*Task details*
Give back the lines below exactly, but do not include any pictures.

*Record extracts*
......
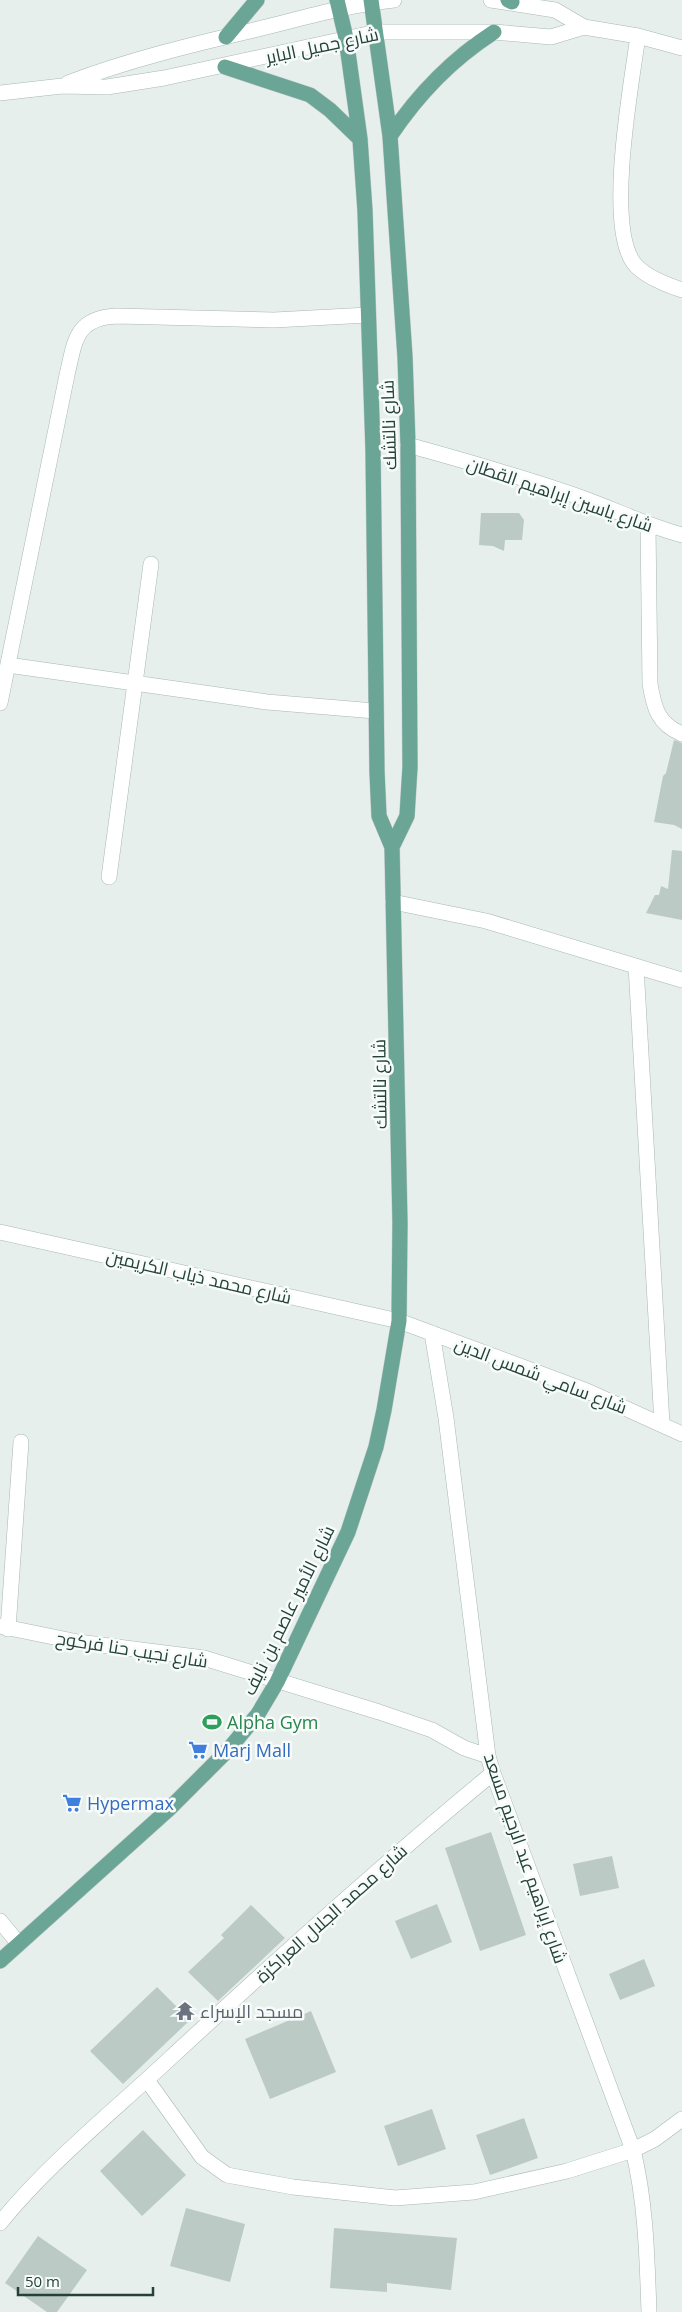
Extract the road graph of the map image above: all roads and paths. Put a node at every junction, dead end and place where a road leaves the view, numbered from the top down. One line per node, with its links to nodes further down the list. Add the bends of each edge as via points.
1 (257, 0): 11 (main road)
2 (394, 0): 4 (street, شارع جميل الباير)
3 (491, 0): 5 (street, شارع جميل الباير)
4 (371, 1): 6 (street, شارع جميل الباير); 8 (main road, شارع نالتشك)
5 (510, 1): 7 (street, شارع جميل الباير, via 556,10)
6 (338, 4): 11 (street, شارع جميل الباير); 12 (main road, شارع نالتشك)
7 (584, 27): 9 (street, شارع جميل الباير, via 552,37); 10 (street, شارع جميل الباير)
8 (376, 32): 9 (street, شارع جميل الباير); 12 (street, شارع جميل الباير); 17 (main road, شارع نالتشك)
9 (494, 32): 17 (main road, via 446,67)
10 (638, 36): 13 (street, شارع جميل الباير); 19 (street, via 619,198 622,227 627,250 634,263)
11 (226, 37): 15 (street, شارع جميل الباير, via 102,70)
12 (346, 38): 14 (street, شارع جميل الباير); 18 (main road, شارع نالتشك)
13 (682, 48)
14 (225, 66): 15 (street, شارع جميل الباير, via 107,88); 18 (main road, via 310,95)
15 (62, 86): 16 (street, شارع جميل الباير)
16 (0, 93)
17 (390, 136): 21 (main road, شارع نالتشك)
18 (360, 139): 20 (main road, شارع نالتشك)
19 (682, 290)
20 (368, 315): 25 (street, via 274,320 110,316 83,327 76,338 67,375); 28 (main road, شارع نالتشك, via 376,580)
21 (408, 446): 22 (street, شارع ياسين إبراهيم القطان, via 530,480); 30 (main road, شارع نالتشك, via 410,767 407,816)
22 (648, 526): 23 (street, شارع ياسين إبراهيم القطان); 29 (street, via 650,684 655,710 667,725)
23 (682, 535)
24 (151, 564): 26 (street)
25 (8, 665): 26 (street); 27 (street)
26 (134, 683): 28 (street, via 267,702); 31 (street)
27 (0, 703)
28 (374, 710): 30 (main road, شارع نالتشك, via 379,816)
29 (682, 734)
30 (392, 847): 32 (main road, شارع نالتشك)
31 (109, 877)
32 (392, 902): 33 (street, via 486,922); 36 (main road, شارع نالتشك, via 400,1223)
33 (636, 966): 34 (street); 38 (street)
34 (682, 980)
35 (0, 1232): 36 (street, شارع محمد ذياب الكريمين)
36 (399, 1320): 37 (street, شارع سامي شمس الدين); 42 (main road, شارع الأمير عاصم بن نايف, via 376,1447 348,1532)
37 (432, 1333): 38 (street, شارع سامي شمس الدين, via 586,1391); 43 (street, شارع إبراهيم عبد الرحيم مسعد, via 446,1418)
38 (662, 1424): 39 (street, شارع سامي شمس الدين)
39 (682, 1434)
40 (21, 1442): 41 (street)
41 (4, 1628): 42 (street, شارع نجيب حنا فركوح, via 78,1642 204,1658)
42 (277, 1682): 43 (street, شارع نجيب حنا فركوح, via 432,1730 464,1748); 46 (main road, شارع الأمير عاصم بن نايف, via 258,1714 228,1750 169,1809)
43 (488, 1756): 44 (street, شارع إبراهيم عبد الرحيم مسعد)
44 (493, 1773): 48 (street, شارع محمد الجلال العراكزة, via 396,1853); 50 (street, شارع إبراهيم عبد الرحيم مسعد)
45 (0, 1921): 46 (street)
46 (19, 1944): 47 (main road, شارع الأمير عاصم بن نايف)
47 (0, 1961)
48 (147, 2080): 50 (street, via 210,2164 238,2178 310,2190 395,2198 442,2196 514,2185); 51 (street, شارع محمد الجلال العراكزة, via 46,2172)
49 (682, 2119): 50 (street)
50 (633, 2150): 52 (street, شارع إبراهيم عبد الرحيم مسعد, via 645,2219)
51 (0, 2223)
52 (650, 2312)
......
*Result for this task*
Extract the road graph of the map image above: all roads and paths. Put a node at every junction, dead end and place where a road leaves the view, numbered from the top down. One line per node, with its links to nodes further down the list. Add the bends of each edge as via points.
1 (257, 0): 11 (main road)
2 (394, 0): 4 (street, شارع جميل الباير)
3 (491, 0): 5 (street, شارع جميل الباير)
4 (371, 1): 6 (street, شارع جميل الباير); 8 (main road, شارع نالتشك)
5 (510, 1): 7 (street, شارع جميل الباير, via 556,10)
6 (338, 4): 11 (street, شارع جميل الباير); 12 (main road, شارع نالتشك)
7 (584, 27): 9 (street, شارع جميل الباير, via 552,37); 10 (street, شارع جميل الباير)
8 (376, 32): 9 (street, شارع جميل الباير); 12 (street, شارع جميل الباير); 17 (main road, شارع نالتشك)
9 (494, 32): 17 (main road, via 446,67)
10 (638, 36): 13 (street, شارع جميل الباير); 19 (street, via 619,198 622,227 627,250 634,263)
11 (226, 37): 15 (street, شارع جميل الباير, via 102,70)
12 (346, 38): 14 (street, شارع جميل الباير); 18 (main road, شارع نالتشك)
13 (682, 48)
14 (225, 66): 15 (street, شارع جميل الباير, via 107,88); 18 (main road, via 310,95)
15 (62, 86): 16 (street, شارع جميل الباير)
16 (0, 93)
17 (390, 136): 21 (main road, شارع نالتشك)
18 (360, 139): 20 (main road, شارع نالتشك)
19 (682, 290)
20 (368, 315): 25 (street, via 274,320 110,316 83,327 76,338 67,375); 28 (main road, شارع نالتشك, via 376,580)
21 (408, 446): 22 (street, شارع ياسين إبراهيم القطان, via 530,480); 30 (main road, شارع نالتشك, via 410,767 407,816)
22 (648, 526): 23 (street, شارع ياسين إبراهيم القطان); 29 (street, via 650,684 655,710 667,725)
23 (682, 535)
24 (151, 564): 26 (street)
25 (8, 665): 26 (street); 27 (street)
26 (134, 683): 28 (street, via 267,702); 31 (street)
27 (0, 703)
28 (374, 710): 30 (main road, شارع نالتشك, via 379,816)
29 (682, 734)
30 (392, 847): 32 (main road, شارع نالتشك)
31 (109, 877)
32 (392, 902): 33 (street, via 486,922); 36 (main road, شارع نالتشك, via 400,1223)
33 (636, 966): 34 (street); 38 (street)
34 (682, 980)
35 (0, 1232): 36 (street, شارع محمد ذياب الكريمين)
36 (399, 1320): 37 (street, شارع سامي شمس الدين); 42 (main road, شارع الأمير عاصم بن نايف, via 376,1447 348,1532)
37 (432, 1333): 38 (street, شارع سامي شمس الدين, via 586,1391); 43 (street, شارع إبراهيم عبد الرحيم مسعد, via 446,1418)
38 (662, 1424): 39 (street, شارع سامي شمس الدين)
39 (682, 1434)
40 (21, 1442): 41 (street)
41 (4, 1628): 42 (street, شارع نجيب حنا فركوح, via 78,1642 204,1658)
42 (277, 1682): 43 (street, شارع نجيب حنا فركوح, via 432,1730 464,1748); 46 (main road, شارع الأمير عاصم بن نايف, via 258,1714 228,1750 169,1809)
43 (488, 1756): 44 (street, شارع إبراهيم عبد الرحيم مسعد)
44 (493, 1773): 48 (street, شارع محمد الجلال العراكزة, via 396,1853); 50 (street, شارع إبراهيم عبد الرحيم مسعد)
45 (0, 1921): 46 (street)
46 (19, 1944): 47 (main road, شارع الأمير عاصم بن نايف)
47 (0, 1961)
48 (147, 2080): 50 (street, via 210,2164 238,2178 310,2190 395,2198 442,2196 514,2185); 51 (street, شارع محمد الجلال العراكزة, via 46,2172)
49 (682, 2119): 50 (street)
50 (633, 2150): 52 (street, شارع إبراهيم عبد الرحيم مسعد, via 645,2219)
51 (0, 2223)
52 (650, 2312)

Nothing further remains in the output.